# Greetings from Los Angeles (a bit long)



## motomuso (May 9, 2016)

They call it the City of Angels but it looks pretty dirty from where I sit. You see, I'm a composer.  
But seriously, sometimes it is possible to love this dirty town. 

I was a gigging musician for years and then got into writing music for ads and TV through connections made while working in production, mainly coordinating large film crew shoots for commercials.

Next, as music director/composer for a TV newsmagazine/gossip strip (5 one-hour shows per week) I met the folks from a large production music library and began doing projects for them after the show was cancelled. Library music! What I had disdained in my youth had somehow become my vocation. I can live with that; in fact I'm very happy to have found this niche. 
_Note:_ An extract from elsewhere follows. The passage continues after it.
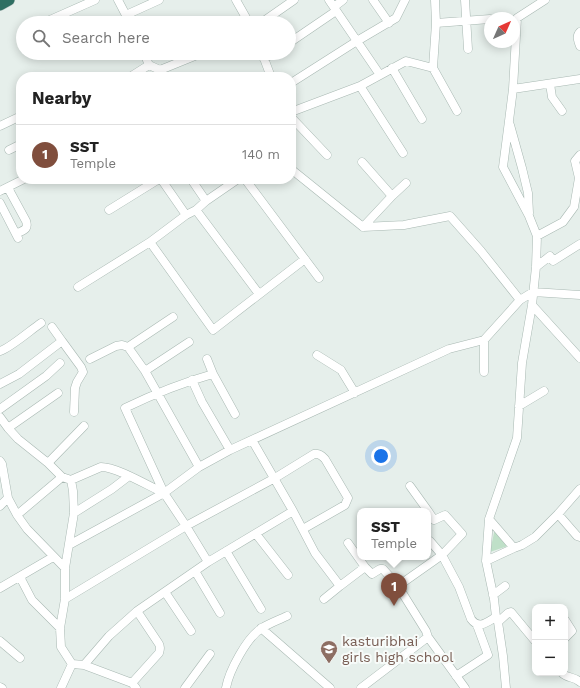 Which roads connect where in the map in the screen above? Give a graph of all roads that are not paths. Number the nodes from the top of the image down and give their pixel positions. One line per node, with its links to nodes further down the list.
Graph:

Now with the help of this forum I'm attempting to upgrade my skills, stretching into virtual orchestral work with better quality instruments. As an observer/lurker I have been very impressed by the talent, the level of expertise, encouragement, and civility I see on these forums. I look forward to being able to contribute in some way.
--
moto

P.S. I'm always looking for motorcycle riding partners in the L.A. area. To ride with fellow musicians is a rare treat.


----------



## gsilbers (May 9, 2016)

bike yikes! crazy bikers on the 10 and 405 are nuts going between the lane.
but I m jelous to cust my commutes.

anyways... cool to meet other from LA.


----------



## motomuso (May 9, 2016)

gsilbers said:


> bike yikes! crazy bikers on the 10 and 405 are nuts going between the lane.
> but I m jelous to cust my commutes.
> 
> anyways... cool to meet other from LA.


It's such a joy to split the lanes when traffic is crawling. But I won't do it when traffic is going over 30mph. Those fast splitters may not be around very long. 
Nice to meet another 8-core, RME 800 Logic user too. (Westmere here) I'm balking at the jump to El Cap since everything is working well in Mavericks. I missed the Yosemite bus.


----------



## givemenoughrope (May 9, 2016)

Greetings!

Yea, a lot of young and stupid bikers splitting lanes on all the freeways and gunning it even if you are changing lanes...turns driving into babysitting even more. But you sound more like the 'stay alive' type!


----------



## motomuso (May 9, 2016)

givemenoughrope said:


> Greetings!
> 
> Yea, a lot of young and stupid bikers splitting lanes on all the freeways and gunning it even if you are changing lanes...turns driving into babysitting even more. But you sound more like the 'stay alive' type!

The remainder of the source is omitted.